## Task objective
Copy out, from the data, each line containing the string "Sokak".

[Collected data]
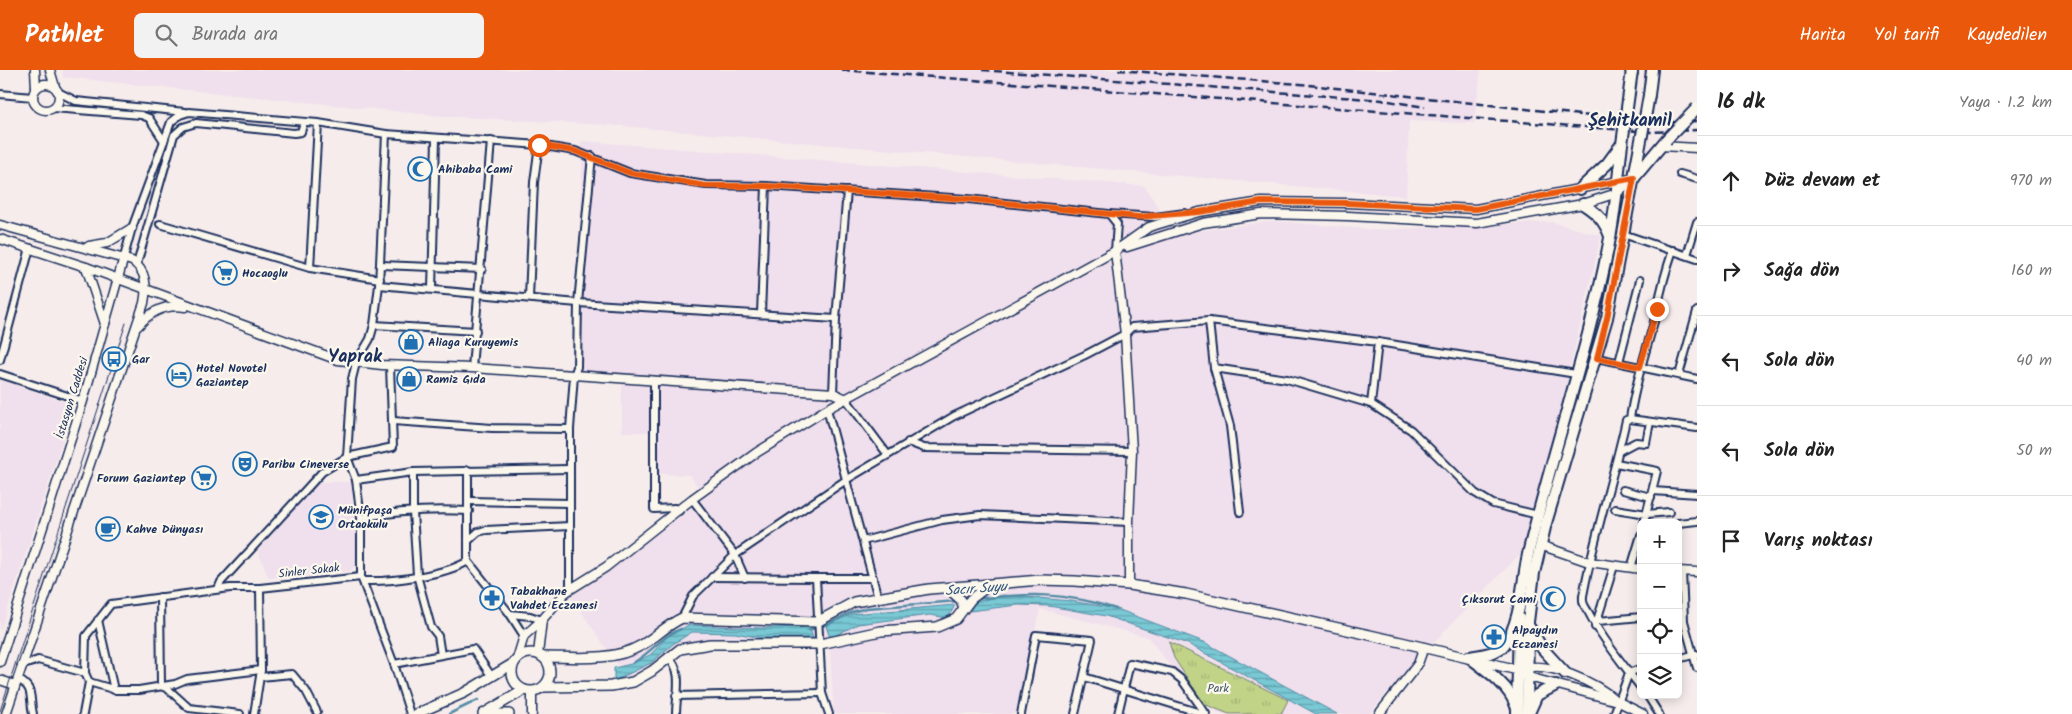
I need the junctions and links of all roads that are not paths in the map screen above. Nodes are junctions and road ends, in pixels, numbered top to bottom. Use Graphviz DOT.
graph roads {
  1 [pos="35,70"];
  2 [pos="50,70"];
  3 [pos="1652,70"];
  4 [pos="1632,71"];
  5 [pos="36,88"];
  6 [pos="56,90"];
  7 [pos="0,94"];
  8 [pos="32,97"];
  9 [pos="53,108"];
  10 [pos="1697,108"];
  11 [pos="189,112"];
  12 [pos="304,122"];
  13 [pos="318,123"];
  14 [pos="386,134"];
  15 [pos="436,138"];
  16 [pos="164,141"];
  17 [pos="491,141"];
  18 [pos="1663,143"];
  19 [pos="1622,144"];
  20 [pos="539,145"];
  21 [pos="1697,148"];
  22 [pos="592,156"];
  23 [pos="1680,174"];
  24 [pos="1634,178"];
  25 [pos="1697,179"];
  26 [pos="1617,181"];
  27 [pos="766,186"];
  28 [pos="1580,189"];
  29 [pos="847,191"];
  30 [pos="1617,193"];
  31 [pos="1583,204"];
  32 [pos="1199,212"];
  33 [pos="1109,214"];
  34 [pos="1697,222"];
  35 [pos="160,224"];
  36 [pos="0,225"];
  37 [pos="132,228"];
  38 [pos="1623,234"];
  39 [pos="1610,238"];
  40 [pos="0,239"];
  41 [pos="84,247"];
  42 [pos="30,248"];
  43 [pos="1115,250"];
  44 [pos="1673,250"];
  45 [pos="1687,255"];
  46 [pos="124,258"];
  47 [pos="1697,259"];
  48 [pos="137,264"];
  49 [pos="381,265"];
  50 [pos="86,267"];
  51 [pos="432,267"];
  52 [pos="310,268"];
  53 [pos="482,269"];
  54 [pos="118,278"];
  55 [pos="1640,280"];
  56 [pos="380,282"];
  57 [pos="147,289"];
  58 [pos="432,289"];
  59 [pos="479,293"];
  60 [pos="530,298"];
  61 [pos="578,303"];
  62 [pos="195,308"];
  63 [pos="1697,311"];
  64 [pos="761,314"];
  65 [pos="836,319"];
  66 [pos="1209,321"];
  67 [pos="374,325"];
  68 [pos="105,326"];
  69 [pos="135,329"];
  70 [pos="476,330"];
  71 [pos="1125,334"];
  72 [pos="1378,342"];
  73 [pos="1597,358"];
  74 [pos="0,360"];
  75 [pos="1619,362"];
  76 [pos="356,363"];
  77 [pos="390,366"];
  78 [pos="1640,367"];
  79 [pos="472,368"];
  80 [pos="1214,368"];
  81 [pos="0,374"];
  82 [pos="1576,374"];
  83 [pos="574,375"];
  84 [pos="1679,376"];
  85 [pos="1697,379"];
  86 [pos="654,382"];
  87 [pos="833,393"];
  88 [pos="846,399"];
  89 [pos="83,401"];
  90 [pos="1371,404"];
  91 [pos="827,409"];
  92 [pos="1630,419"];
  93 [pos="393,421"];
  94 [pos="1650,422"];
  95 [pos="1697,428"];
  96 [pos="570,429"];
  97 [pos="908,442"];
  98 [pos="1132,450"];
  99 [pos="1619,451"];
  100 [pos="888,455"];
  101 [pos="347,457"];
  102 [pos="1616,463"];
  103 [pos="570,469"];
  104 [pos="468,470"];
  105 [pos="413,472"];
  106 [pos="356,480"];
  107 [pos="846,480"];
  108 [pos="1623,490"];
  109 [pos="1652,494"];
  110 [pos="1696,494"];
  111 [pos="692,499"];
  112 [pos="469,501"];
  113 [pos="570,503"];
  114 [pos="1615,509"];
  115 [pos="469,511"];
  116 [pos="679,511"];
  117 [pos="413,512"];
  118 [pos="1240,512"];
  119 [pos="1669,512"];
  120 [pos="1647,514"];
  121 [pos="1538,515"];
  122 [pos="361,518"];
  123 [pos="1645,519"];
  124 [pos="1697,521"];
  125 [pos="1128,522"];
  126 [pos="1682,523"];
  127 [pos="570,526"];
  128 [pos="468,541"];
  129 [pos="863,541"];
  130 [pos="1540,545"];
  131 [pos="1637,548"];
  132 [pos="735,555"];
  133 [pos="468,561"];
  134 [pos="1589,562"];
  135 [pos="1614,566"];
  136 [pos="1631,568"];
  137 [pos="1637,569"];
  138 [pos="1682,571"];
  139 [pos="1697,572"];
  140 [pos="417,575"];
  141 [pos="712,577"];
  142 [pos="745,578"];
  143 [pos="816,578"];
  144 [pos="873,578"];
  145 [pos="363,579"];
  146 [pos="1129,585"];
  147 [pos="988,586"];
  148 [pos="260,588"];
  149 [pos="570,588"];
  150 [pos="948,588"];
  151 [pos="218,589"];
  152 [pos="160,597"];
  153 [pos="878,598"];
  154 [pos="1519,602"];
  155 [pos="964,608"];
  156 [pos="510,614"];
  157 [pos="682,618"];
  158 [pos="1637,618"];
  159 [pos="98,620"];
  160 [pos="542,620"];
  161 [pos="817,622"];
  162 [pos="1528,622"];
  163 [pos="1682,622"];
  164 [pos="1597,624"];
  165 [pos="524,636"];
  166 [pos="820,644"];
  167 [pos="1424,647"];
  168 [pos="441,655"];
  169 [pos="541,655"];
  170 [pos="1695,655"];
  171 [pos="668,657"];
  172 [pos="1469,657"];
  173 [pos="1682,658"];
  174 [pos="516,661"];
  175 [pos="0,662"];
  176 [pos="394,664"];
  177 [pos="21,666"];
  178 [pos="1697,668"];
  179 [pos="1523,669"];
  180 [pos="1637,670"];
  181 [pos="1565,672"];
  182 [pos="85,673"];
  183 [pos="1629,673"];
  184 [pos="261,674"];
  185 [pos="492,677"];
  186 [pos="1084,677"];
  187 [pos="1528,678"];
  188 [pos="0,680"];
  189 [pos="16,682"];
  190 [pos="89,682"];
  191 [pos="1637,683"];
  192 [pos="1556,685"];
  193 [pos="161,686"];
  194 [pos="544,687"];
  195 [pos="1125,689"];
  196 [pos="114,690"];
  197 [pos="528,691"];
  198 [pos="822,693"];
  199 [pos="676,696"];
  200 [pos="1650,699"];
  201 [pos="1617,701"];
  202 [pos="1517,710"];
  203 [pos="317,712"];
  204 [pos="6,714"];
  205 [pos="33,714"];
  206 [pos="83,714"];
  207 [pos="240,714"];
  208 [pos="254,714"];
  209 [pos="410,714"];
  210 [pos="416,714"];
  211 [pos="484,714"];
  212 [pos="509,714"];
  213 [pos="532,714"];
  214 [pos="676,714"];
  215 [pos="829,714"];
  216 [pos="1021,714"];
  217 [pos="1075,714"];
  218 [pos="1118,714"];
  219 [pos="1205,714"];
  220 [pos="1379,714"];
  221 [pos="1528,714"];
  222 [pos="1614,714"];
  223 [pos="1643,714"];
  224 [pos="1659,714"];
  1 -- 5 [label="street"];
  2 -- 6 [label="street"];
  3 -- 24 [label="main road, bridge"];
  4 -- 19 [label="main road, bridge"];
  5 -- 6 [label="street"];
  5 -- 8 [label="street"];
  6 -- 9 [label="street"];
  6 -- 11 [label="street"];
  7 -- 8 [label="street"];
  8 -- 9 [label="street"];
  9 -- 16 [label="street"];
  10 -- 18 [label="main road, bridge"];
  11 -- 12 [label="street"];
  11 -- 16 [label="street, İstasyon Caddesi"];
  12 -- 13 [label="street"];
  12 -- 48 [label="street"];
  13 -- 14 [label="street"];
  13 -- 52 [label="street"];
  14 -- 15 [label="street"];
  14 -- 49 [label="street"];
  15 -- 17 [label="street"];
  15 -- 51 [label="street"];
  16 -- 37 [label="street, İstasyon Caddesi"];
  17 -- 20 [label="street"];
  17 -- 53 [label="street"];
  18 -- 21 [label="street"];
  18 -- 24 [label="main road"];
  19 -- 26 [label="main road"];
  19 -- 28 [label="main road"];
  20 -- 22 [label="street"];
  20 -- 60 [label="street"];
  22 -- 27 [label="street"];
  22 -- 61 [label="street"];
  23 -- 25 [label="street"];
  24 -- 26 [label="street"];
  24 -- 30 [label="street"];
  24 -- 38 [label="main road"];
  26 -- 28 [label="street"];
  26 -- 30 [label="main road"];
  27 -- 29 [label="street"];
  27 -- 64 [label="street"];
  28 -- 32 [label="street"];
  29 -- 33 [label="street"];
  29 -- 65 [label="street"];
  30 -- 31 [label="street"];
  30 -- 39 [label="main road"];
  31 -- 39 [label="main road"];
  31 -- 43 [label="street"];
  32 -- 33 [label="street"];
  32 -- 43 [label="street"];
  33 -- 43 [label="street"];
  34 -- 45 [label="street"];
  35 -- 52 [label="street"];
  36 -- 41 [label="street"];
  37 -- 41 [label="street"];
  37 -- 46 [label="street, İstasyon Caddesi"];
  38 -- 44 [label="street"];
  38 -- 73 [label="main road"];
  39 -- 82 [label="main road"];
  40 -- 42 [label="street"];
  41 -- 46 [label="street"];
  42 -- 50 [label="street"];
  42 -- 74 [label="street"];
  43 -- 71 [label="street"];
  43 -- 88 [label="street"];
  44 -- 45 [label="street"];
  44 -- 78 [label="street"];
  45 -- 47 [label="street"];
  46 -- 48 [label="street"];
  46 -- 54 [label="street, İstasyon Caddesi"];
  48 -- 57 [label="street"];
  49 -- 51 [label="street"];
  49 -- 56 [label="street"];
  50 -- 54 [label="street"];
  50 -- 68 [label="street"];
  51 -- 53 [label="street"];
  51 -- 58 [label="street"];
  52 -- 56 [label="street"];
  53 -- 59 [label="street"];
  54 -- 57 [label="street"];
  54 -- 68 [label="street, İstasyon Caddesi"];
  55 -- 75 [label="street"];
  56 -- 58 [label="street"];
  56 -- 67 [label="street"];
  57 -- 62 [label="street"];
  57 -- 69 [label="street"];
  58 -- 59 [label="street"];
  59 -- 60 [label="street"];
  59 -- 70 [label="street"];
  60 -- 61 [label="street"];
  61 -- 64 [label="street"];
  61 -- 83 [label="street"];
  62 -- 69 [label="street"];
  62 -- 76 [label="street"];
  63 -- 84 [label="street"];
  64 -- 65 [label="street"];
  65 -- 87 [label="street"];
  66 -- 71 [label="street"];
  66 -- 72 [label="street"];
  66 -- 80 [label="street"];
  67 -- 70 [label="street"];
  67 -- 76 [label="street"];
  68 -- 89 [label="street, İstasyon Caddesi"];
  69 -- 177 [label="street"];
  70 -- 79 [label="street"];
  71 -- 97 [label="street"];
  71 -- 98 [label="street"];
  72 -- 82 [label="street"];
  72 -- 90 [label="street"];
  73 -- 75 [label="street"];
  73 -- 130 [label="main road"];
  75 -- 78 [label="street"];
  76 -- 77 [label="street"];
  76 -- 101 [label="street"];
  77 -- 79 [label="street"];
  77 -- 93 [label="street"];
  78 -- 84 [label="street"];
  78 -- 92 [label="street"];
  79 -- 83 [label="street"];
  80 -- 90 [label="street"];
  80 -- 118 [label="street"];
  81 -- 89 [label="street"];
  82 -- 121 [label="main road"];
  83 -- 86 [label="street"];
  83 -- 96 [label="street"];
  84 -- 85 [label="street"];
  86 -- 87 [label="street"];
  86 -- 116 [label="street"];
  87 -- 88 [label="street"];
  88 -- 91 [label="street"];
  88 -- 100 [label="street"];
  89 -- 175 [label="street, İstasyon Caddesi"];
  90 -- 121 [label="street"];
  91 -- 107 [label="street"];
  91 -- 111 [label="street"];
  92 -- 94 [label="street"];
  92 -- 99 [label="street"];
  93 -- 96 [label="street"];
  93 -- 101 [label="street"];
  94 -- 95 [label="street"];
  94 -- 99 [label="street"];
  96 -- 103 [label="street"];
  97 -- 98 [label="street"];
  97 -- 100 [label="street"];
  98 -- 125 [label="street"];
  99 -- 102 [label="street"];
  100 -- 107 [label="street"];
  101 -- 106 [label="street"];
  101 -- 151 [label="street"];
  102 -- 109 [label="street"];
  102 -- 134 [label="street"];
  103 -- 104 [label="street"];
  103 -- 113 [label="street"];
  104 -- 105 [label="street"];
  104 -- 112 [label="street"];
  105 -- 106 [label="street"];
  105 -- 117 [label="street"];
  106 -- 122 [label="street"];
  107 -- 129 [label="street"];
  107 -- 132 [label="street"];
  108 -- 109 [label="street"];
  109 -- 110 [label="street"];
  109 -- 120 [label="street"];
  111 -- 116 [label="street"];
  111 -- 132 [label="street"];
  112 -- 113 [label="street"];
  112 -- 115 [label="street"];
  113 -- 127 [label="street"];
  114 -- 120 [label="street"];
  115 -- 117 [label="street"];
  115 -- 128 [label="street"];
  116 -- 149 [label="street"];
  117 -- 122 [label="street"];
  117 -- 140 [label="street"];
  119 -- 120 [label="street"];
  120 -- 123 [label="street"];
  121 -- 154 [label="main road"];
  122 -- 145 [label="street"];
  124 -- 126 [label="street"];
  125 -- 129 [label="street"];
  125 -- 146 [label="street"];
  127 -- 128 [label="street"];
  127 -- 149 [label="street"];
  128 -- 133 [label="street"];
  129 -- 144 [label="street"];
  130 -- 134 [label="street"];
  130 -- 162 [label="main road"];
  131 -- 136 [label="street"];
  132 -- 141 [label="street"];
  132 -- 142 [label="street"];
  133 -- 140 [label="street, Sinler Sokak"];
  133 -- 156 [label="street"];
  134 -- 135 [label="street"];
  134 -- 164 [label="street"];
  135 -- 136 [label="street"];
  135 -- 164 [label="street"];
  136 -- 137 [label="street"];
  138 -- 139 [label="street"];
  140 -- 145 [label="street, Sinler Sokak"];
  140 -- 168 [label="street"];
  141 -- 142 [label="street"];
  141 -- 157 [label="street"];
  142 -- 143 [label="street"];
  143 -- 144 [label="street"];
  143 -- 161 [label="street"];
  144 -- 153 [label="street"];
  145 -- 148 [label="street, Sinler Sokak"];
  145 -- 176 [label="street"];
  146 -- 147 [label="main road"];
  146 -- 167 [label="main road"];
  147 -- 150 [label="main road"];
  147 -- 155 [label="main road"];
  148 -- 151 [label="street, Sinler Sokak"];
  148 -- 184 [label="street"];
  149 -- 160 [label="street"];
  150 -- 153 [label="main road"];
  150 -- 155 [label="main road"];
  151 -- 152 [label="street, Sinler Sokak"];
  152 -- 159 [label="street, Sinler Sokak"];
  152 -- 193 [label="street"];
  153 -- 161 [label="main road"];
  154 -- 172 [label="main road"];
  154 -- 179 [label="main road"];
  155 -- 166 [label="main road"];
  156 -- 160 [label="street"];
  156 -- 165 [label="street"];
  157 -- 161 [label="main road"];
  157 -- 169 [label="main road"];
  158 -- 164 [label="street"];
  159 -- 182 [label="street, Sinler Sokak"];
  159 -- 196 [label="street"];
  160 -- 165 [label="street"];
  160 -- 169 [label="street"];
  161 -- 166 [label="street"];
  162 -- 179 [label="main road"];
  162 -- 181 [label="main road"];
  163 -- 170 [label="street"];
  164 -- 183 [label="street"];
  165 -- 174 [label="street"];
  166 -- 171 [label="main road"];
  166 -- 198 [label="street"];
  167 -- 172 [label="main road"];
  167 -- 220 [label="street"];
  168 -- 176 [label="street"];
  168 -- 185 [label="street"];
  169 -- 174 [label="main road"];
  169 -- 194 [label="main road"];
  170 -- 173 [label="street"];
  170 -- 178 [label="street"];
  171 -- 194 [label="main road"];
  171 -- 199 [label="street"];
  172 -- 179 [label="main road"];
  172 -- 202 [label="main road"];
  174 -- 185 [label="main road"];
  174 -- 197 [label="main road"];
  176 -- 209 [label="street"];
  177 -- 182 [label="street"];
  177 -- 189 [label="street"];
  179 -- 181 [label="street"];
  179 -- 187 [label="main road"];
  179 -- 202 [label="main road"];
  180 -- 183 [label="street"];
  181 -- 201 [label="street"];
  182 -- 190 [label="street"];
  183 -- 191 [label="street"];
  183 -- 201 [label="street"];
  184 -- 193 [label="street"];
  184 -- 203 [label="street"];
  184 -- 208 [label="street"];
  185 -- 210 [label="main road"];
  186 -- 195 [label="street"];
  186 -- 216 [label="street"];
  186 -- 217 [label="street"];
  187 -- 192 [label="street"];
  187 -- 221 [label="main road"];
  188 -- 189 [label="street"];
  189 -- 204 [label="street"];
  189 -- 205 [label="street"];
  190 -- 196 [label="street"];
  190 -- 206 [label="street"];
  192 -- 201 [label="street"];
  192 -- 221 [label="main road"];
  193 -- 196 [label="street"];
  193 -- 207 [label="street"];
  194 -- 197 [label="main road"];
  195 -- 218 [label="street"];
  195 -- 219 [label="street"];
  195 -- 219 [label="street"];
  197 -- 211 [label="main road"];
  197 -- 213 [label="street"];
  198 -- 199 [label="street"];
  198 -- 215 [label="street"];
  199 -- 214 [label="street"];
  200 -- 224 [label="street"];
  201 -- 222 [label="street"];
  201 -- 223 [label="street"];
  211 -- 212 [label="main road"];
}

## Response to the exercise
  133 -- 140 [label="street, Sinler Sokak"];
  140 -- 145 [label="street, Sinler Sokak"];
  145 -- 148 [label="street, Sinler Sokak"];
  148 -- 151 [label="street, Sinler Sokak"];
  151 -- 152 [label="street, Sinler Sokak"];
  152 -- 159 [label="street, Sinler Sokak"];
  159 -- 182 [label="street, Sinler Sokak"];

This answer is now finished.